Personally, I find this issue the most interesting of the series, as it is this group that I supposedly would be most linked with (at least the school that I teach at would be). Thus, most of my observations are from young people that have moved out of this camp to the RR. And I would add, as Hansen points out in the article below, that more and more "Fundamentalist" Pastors (and Bible College Profesosrs) are slowly but surely using, embracing, and even promoting, the writing and preaching of the RR movement. Thus, it should not surprise that the young people of those churches will be drawn to the theology of the RR. Read more below . . .
The Liberal-Fundamentalist Controversy
Even as the Second World War raged around the globe, the American religious landscape began shifting. The National Association of Evangelicals set a new course in the early 1940s between Protestant liberals on the one side and fundamentalists on the other. Carl F. H. Henry rallied evangelicals to engage politics, academia, and other cultural spheres with The Uneasy Conscience of Modern Fundamentalism in 1947. He delivered a stinging rebuke to fundamentalists who had withdrawn from these public arenas that so recently became inhospitable to Bible believers.
After years of tension, Billy Graham delivered the decisive break between evangelicals and fundamentalists in 1957. Graham turned down invitations to preach in New York City under the sponsorship of fundamentalist churches before accepting one from the liberal Protestant Council. Fundamentalists have never let Graham or his evangelical sympathizers forget the snub.

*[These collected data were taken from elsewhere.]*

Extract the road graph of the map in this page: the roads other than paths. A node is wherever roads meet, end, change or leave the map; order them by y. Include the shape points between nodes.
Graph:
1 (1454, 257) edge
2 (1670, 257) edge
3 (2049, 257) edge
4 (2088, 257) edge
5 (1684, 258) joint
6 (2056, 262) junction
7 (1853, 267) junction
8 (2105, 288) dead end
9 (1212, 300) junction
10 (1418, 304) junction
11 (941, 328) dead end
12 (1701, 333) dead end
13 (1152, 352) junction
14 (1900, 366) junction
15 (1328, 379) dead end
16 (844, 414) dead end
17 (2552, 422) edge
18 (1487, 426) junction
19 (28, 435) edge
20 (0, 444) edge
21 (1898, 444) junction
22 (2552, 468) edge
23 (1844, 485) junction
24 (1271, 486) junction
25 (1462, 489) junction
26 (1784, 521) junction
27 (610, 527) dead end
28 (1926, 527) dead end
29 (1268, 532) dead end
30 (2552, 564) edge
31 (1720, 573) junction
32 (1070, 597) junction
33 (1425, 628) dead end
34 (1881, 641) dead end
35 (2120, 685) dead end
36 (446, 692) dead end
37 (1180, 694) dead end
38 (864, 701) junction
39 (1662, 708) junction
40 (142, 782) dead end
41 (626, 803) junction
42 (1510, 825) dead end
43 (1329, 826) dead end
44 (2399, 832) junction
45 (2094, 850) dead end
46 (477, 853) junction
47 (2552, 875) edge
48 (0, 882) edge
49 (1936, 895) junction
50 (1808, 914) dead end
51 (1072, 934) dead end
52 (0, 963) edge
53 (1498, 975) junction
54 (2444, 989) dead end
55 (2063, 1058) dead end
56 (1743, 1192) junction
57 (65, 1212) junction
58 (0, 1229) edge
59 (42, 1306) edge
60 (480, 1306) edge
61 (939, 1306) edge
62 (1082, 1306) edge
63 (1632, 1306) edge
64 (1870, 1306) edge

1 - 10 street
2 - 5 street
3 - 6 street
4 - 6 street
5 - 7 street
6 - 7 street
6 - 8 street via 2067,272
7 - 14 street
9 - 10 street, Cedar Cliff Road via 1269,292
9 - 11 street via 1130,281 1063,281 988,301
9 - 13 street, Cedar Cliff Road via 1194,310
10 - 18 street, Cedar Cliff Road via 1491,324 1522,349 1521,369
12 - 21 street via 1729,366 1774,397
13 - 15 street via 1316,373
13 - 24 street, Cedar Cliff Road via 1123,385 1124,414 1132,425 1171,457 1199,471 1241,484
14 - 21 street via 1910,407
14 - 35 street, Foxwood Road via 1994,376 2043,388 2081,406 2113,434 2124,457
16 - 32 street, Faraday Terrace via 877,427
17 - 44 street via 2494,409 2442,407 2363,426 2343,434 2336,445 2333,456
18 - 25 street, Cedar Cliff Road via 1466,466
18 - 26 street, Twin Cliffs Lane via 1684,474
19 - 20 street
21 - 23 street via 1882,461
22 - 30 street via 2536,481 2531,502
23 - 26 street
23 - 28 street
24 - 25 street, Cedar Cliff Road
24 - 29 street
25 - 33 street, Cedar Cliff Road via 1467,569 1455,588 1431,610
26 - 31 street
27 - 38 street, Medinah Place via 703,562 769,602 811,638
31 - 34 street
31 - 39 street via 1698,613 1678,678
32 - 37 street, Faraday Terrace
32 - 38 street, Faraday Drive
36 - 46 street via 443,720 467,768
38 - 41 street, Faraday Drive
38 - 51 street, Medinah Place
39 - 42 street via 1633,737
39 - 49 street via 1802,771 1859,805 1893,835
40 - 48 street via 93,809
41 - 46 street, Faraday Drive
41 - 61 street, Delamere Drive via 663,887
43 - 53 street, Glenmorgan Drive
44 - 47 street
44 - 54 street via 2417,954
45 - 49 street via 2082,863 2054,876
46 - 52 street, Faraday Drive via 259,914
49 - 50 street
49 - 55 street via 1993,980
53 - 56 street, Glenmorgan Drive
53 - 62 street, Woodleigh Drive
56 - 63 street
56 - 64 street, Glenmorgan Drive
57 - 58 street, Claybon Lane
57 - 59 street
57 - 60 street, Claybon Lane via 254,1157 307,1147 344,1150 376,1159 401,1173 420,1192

Fundamentalists have at times focused their critique on Calvinists. They have accused Reformed believers of manipulating Scripture and undermining biblical authority with rationalism. That argument is alive but not so well these days, as seen in response to a recent fundamentalist diatribe against John Piper, C. J. Mahaney, and several other leading Calvinists. While intending to rally like-minded pastors against this threat, the message actually drew out the growing network of young adults who have abandoned fundamentalism for the Calvinist ranks.
Since I wrote Young, Restless, Reformed, several students have contacted me to say they have been expelled from fundamentalist schools for embracing Calvinism. I have met many other students training for academic and pastoral work who started at fundamentalist schools but migrated toward seminaries where prominent Calvinists teach. Their stories often bear striking resemblance to one another. While appreciating the godly legacy of their parents, these students have read Piper and experienced refreshing delight evoked by a vision of God’s glory as revealed by the grace of Jesus Christ.
Even some older fundamentalists have stepped in to defend Piper and those who love him. Kevin Bauder serves as president of Central Baptist Theological Seminary, which trains fundamentalist pastors in the same Minneapolis/St. Paul region where Piper lives. His response marginalizes fundamentalists who caricature Calvinism. But Bauder’s defense also points toward the possibility that the growing Calvinist influence on evangelicals could help heal their decades-long dispute with fundamentalists.